La valorizzazione del ruolo dei più anziani e della loro cultura si fonda sull’educazione della popolazione al riconoscimento e al rispetto dei loro diritti, oltre che sull’adempimento puntuale di una serie di doveri da parte della società. Di questi, il primo è la realizzazione di politiche che garantiscano a un anziano di continuare ad essere parte attiva nella nostra società, ossia che favoriscano la sua condivisione della vita sociale, civile e culturale della comunità.
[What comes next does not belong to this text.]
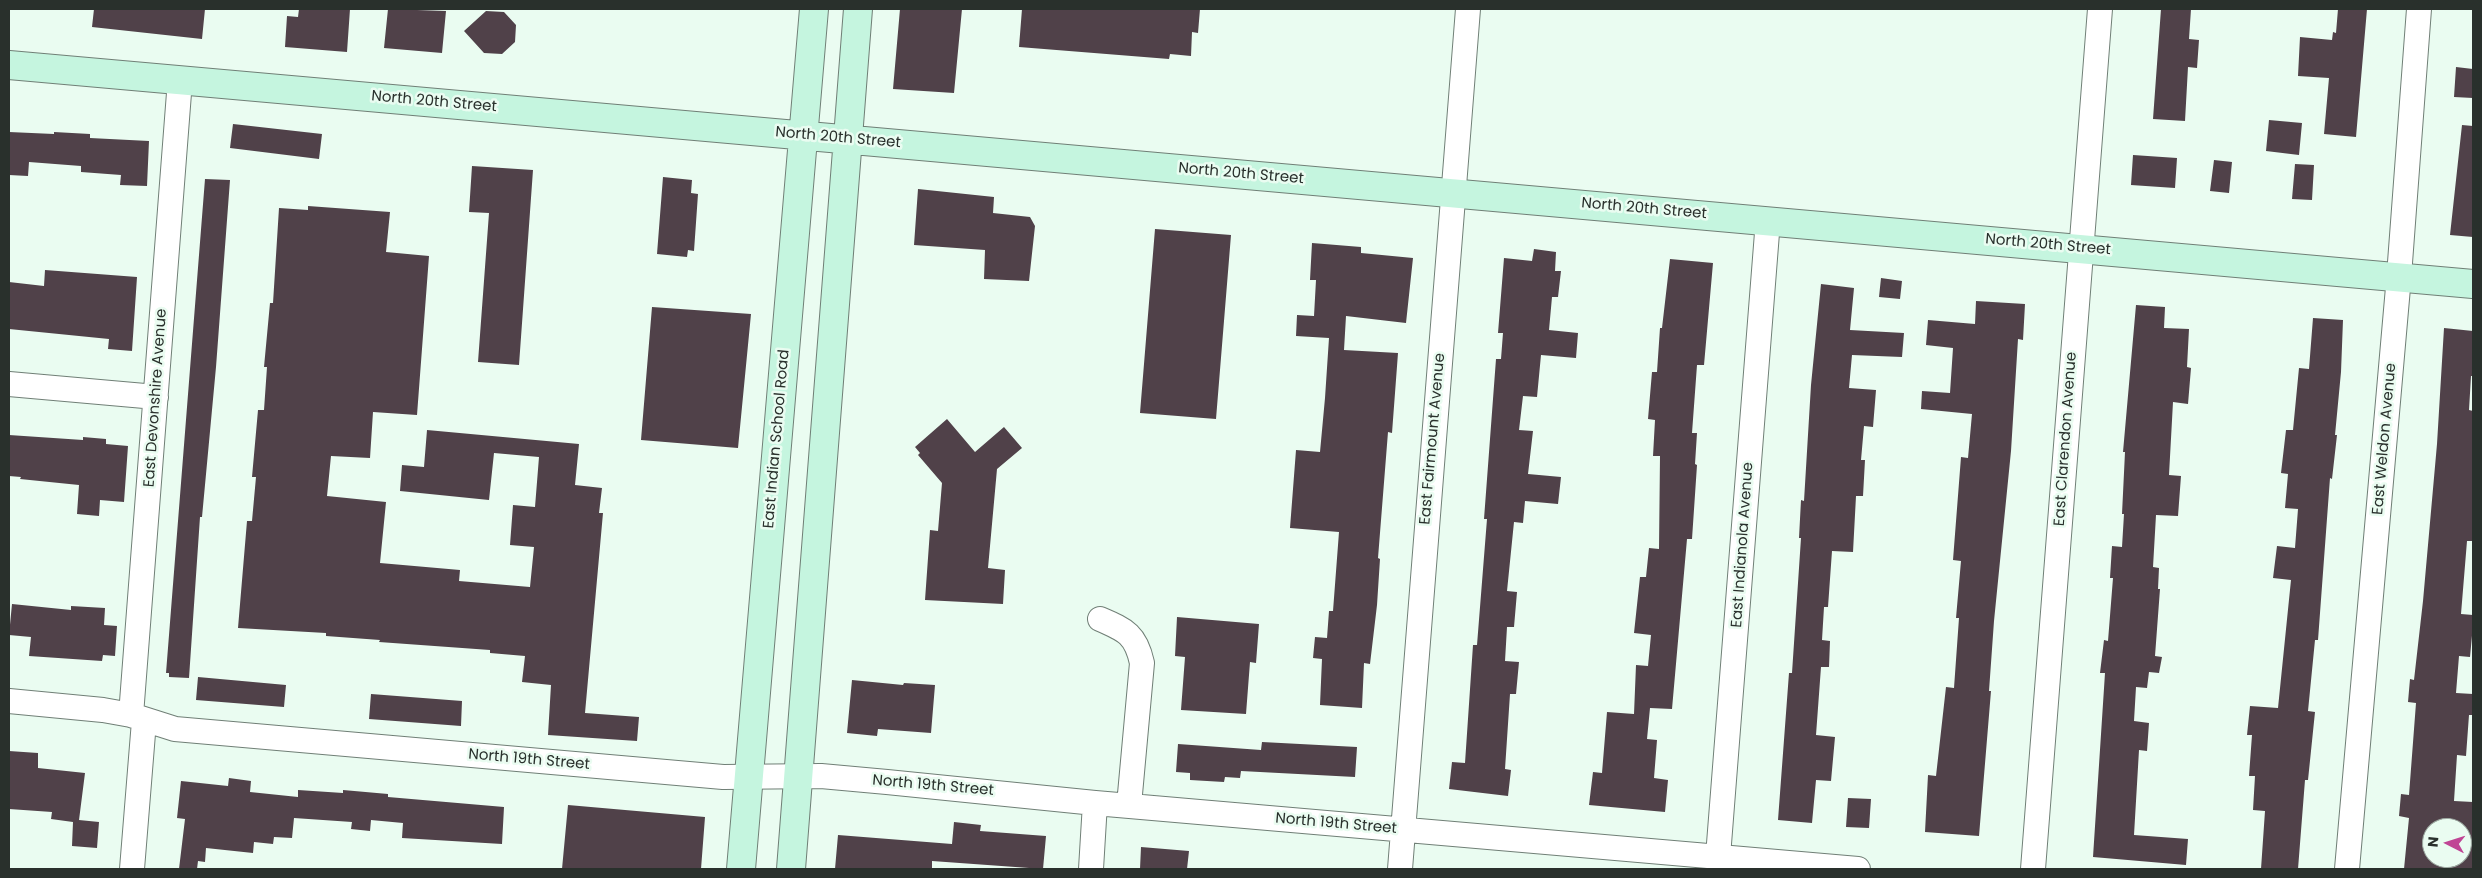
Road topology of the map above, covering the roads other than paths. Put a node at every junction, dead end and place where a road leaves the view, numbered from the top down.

Questo documento vuole indirizzare l’azione di quanti operano a favore di persone anziane, direttamente o indirettamente, come singoli cittadini oppure all’interno di:
Istituzioni responsabili della realizzazione di un valore pubblico (ospedali, residenze sanitario-assistenziali, scuole, servizi di trasporti ed altri servizi alla persona sia pubblici che privati)
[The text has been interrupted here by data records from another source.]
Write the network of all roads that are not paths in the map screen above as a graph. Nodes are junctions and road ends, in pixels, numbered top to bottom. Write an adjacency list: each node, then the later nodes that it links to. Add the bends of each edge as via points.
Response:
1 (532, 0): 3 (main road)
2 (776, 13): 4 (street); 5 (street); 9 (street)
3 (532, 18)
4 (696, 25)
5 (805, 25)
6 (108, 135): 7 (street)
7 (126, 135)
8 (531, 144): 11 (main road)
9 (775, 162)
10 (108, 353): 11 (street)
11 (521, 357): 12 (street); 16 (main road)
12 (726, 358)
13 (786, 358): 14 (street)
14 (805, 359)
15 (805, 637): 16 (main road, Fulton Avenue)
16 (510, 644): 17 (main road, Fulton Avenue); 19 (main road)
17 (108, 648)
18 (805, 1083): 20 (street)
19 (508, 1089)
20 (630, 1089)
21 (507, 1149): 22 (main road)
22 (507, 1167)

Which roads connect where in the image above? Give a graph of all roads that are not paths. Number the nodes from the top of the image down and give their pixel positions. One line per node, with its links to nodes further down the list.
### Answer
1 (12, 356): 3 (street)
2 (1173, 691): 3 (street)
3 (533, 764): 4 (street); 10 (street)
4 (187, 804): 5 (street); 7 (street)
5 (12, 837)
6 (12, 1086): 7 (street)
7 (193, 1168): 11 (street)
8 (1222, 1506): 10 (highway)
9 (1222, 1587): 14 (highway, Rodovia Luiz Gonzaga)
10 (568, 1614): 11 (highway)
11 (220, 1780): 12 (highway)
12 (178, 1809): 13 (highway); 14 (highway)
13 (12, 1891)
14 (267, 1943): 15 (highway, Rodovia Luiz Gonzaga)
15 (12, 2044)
Agenzie d’informazione e, più in generale, mass media;
Famiglie e formazioni sociali
Con loro condividiamo l’auspicio che i principi qui enunciati trovino la giusta collocazione all’interno dell’attività quotidiana, negli atti regolativi di essa quali statuti, regolamenti o carte dei servizi, nei suoi indirizzi programmatici e nelle procedure per la realizzazione degli interventi.
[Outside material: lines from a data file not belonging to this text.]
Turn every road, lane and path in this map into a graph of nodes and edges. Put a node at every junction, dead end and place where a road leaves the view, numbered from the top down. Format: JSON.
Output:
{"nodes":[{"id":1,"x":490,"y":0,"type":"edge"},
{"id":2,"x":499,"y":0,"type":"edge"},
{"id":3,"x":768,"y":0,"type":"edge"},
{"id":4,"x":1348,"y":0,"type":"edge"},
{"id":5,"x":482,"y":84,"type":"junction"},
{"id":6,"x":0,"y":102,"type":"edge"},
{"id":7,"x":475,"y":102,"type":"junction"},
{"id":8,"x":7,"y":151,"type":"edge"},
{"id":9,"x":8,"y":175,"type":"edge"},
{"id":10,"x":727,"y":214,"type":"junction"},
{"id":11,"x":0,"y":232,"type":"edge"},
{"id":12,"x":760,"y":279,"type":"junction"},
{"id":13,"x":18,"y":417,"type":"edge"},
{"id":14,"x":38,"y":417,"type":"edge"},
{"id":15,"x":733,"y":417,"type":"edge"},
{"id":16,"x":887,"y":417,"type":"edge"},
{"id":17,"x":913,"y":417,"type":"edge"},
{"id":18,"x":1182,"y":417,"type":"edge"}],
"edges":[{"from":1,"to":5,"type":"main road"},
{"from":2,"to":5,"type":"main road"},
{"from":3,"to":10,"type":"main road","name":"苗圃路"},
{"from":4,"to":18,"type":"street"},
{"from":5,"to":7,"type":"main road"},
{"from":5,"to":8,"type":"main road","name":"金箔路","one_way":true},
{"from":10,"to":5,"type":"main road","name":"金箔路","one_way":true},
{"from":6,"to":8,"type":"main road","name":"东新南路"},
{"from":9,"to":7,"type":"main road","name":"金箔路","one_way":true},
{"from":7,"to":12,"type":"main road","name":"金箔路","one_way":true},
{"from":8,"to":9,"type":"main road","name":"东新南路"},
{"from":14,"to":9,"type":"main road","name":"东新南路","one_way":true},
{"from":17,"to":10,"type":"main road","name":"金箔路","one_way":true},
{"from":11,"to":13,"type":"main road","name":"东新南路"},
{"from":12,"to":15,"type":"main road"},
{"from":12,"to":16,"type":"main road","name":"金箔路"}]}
Richiamiamo in questo documento alcuni dei principi fondamentali dell’ordinamento giuridico italiano:
Giustizia Sociale Art. 3 Cost.
Enunciato dall’art. 3 della Costituzione, là dove si ritiene compito della Repubblica rimuovere gli ostacoli di ordine economico e sociale che, limitando di fatto la libertà e l’uguaglianza dei cittadini, impediscono il pieno sviluppo della persona umana. La letteratura scientifica riporta che lo sviluppo pieno della persona umana è un processo continuo, non circoscrivibile in una classe di età particolare poiché si estende in tutto l’arco della vita;
Solidarietà Art. 2 Cost.
Enunciato dall’art. 2 della Costituzione, là dove si ritiene compito della Repubblica riconoscere e garantire i diritti inviolabili dell’uomo, sia come singolo sia nelle formazioni sociali ove si svolge la sua personalità, e richiedere l’adempimento dei doveri inderogabili di solidarietà politica, economica e sociale. A queste espressioni di solidarietà inderogabili vanno affiancate quelle proprie della libera partecipazione del cittadino al buon funzionamento della società e alla realização del bene comune, pure finalizzate alla garanzia dell’effettiva realizzazione dei diritti della persona;
Salute Art. 32 Cost.
Enunciato dall’art. 32 della Costituzione, là dove si ritiene compito della Repubblica tutelare la salute come fondamentale diritto dell’individuo e interesse della collettività e garantire cure gratuite agli indigenti. Va inoltre ricordato che, al concetto di salute affermato dall’Organizzazione mondiale della Sanità (OMS) nella dichiarazione di Alma Alta (1978) come equilibrio fisico, psichico e sociale, si è affiancato il concetto di promozione della salute della dichiarazione di Ottawa (1986).
La persona anziana al centro di diritti e di doveri
Non vi è dunque contraddizione tra asserire che la persona gode, per tutto l’arco della sua vita, di tutti i diritti riconosciuti ai cittadini dal nostro ordinamento giuridico e adottare una carta dei diritti specifica per i più anziani: essa deve favorire l’azione di educazione al riconoscimento e al rispetto di tali diritti insieme con lo sviluppo delle politiche sociali, come si è auspicato nell’introduzione.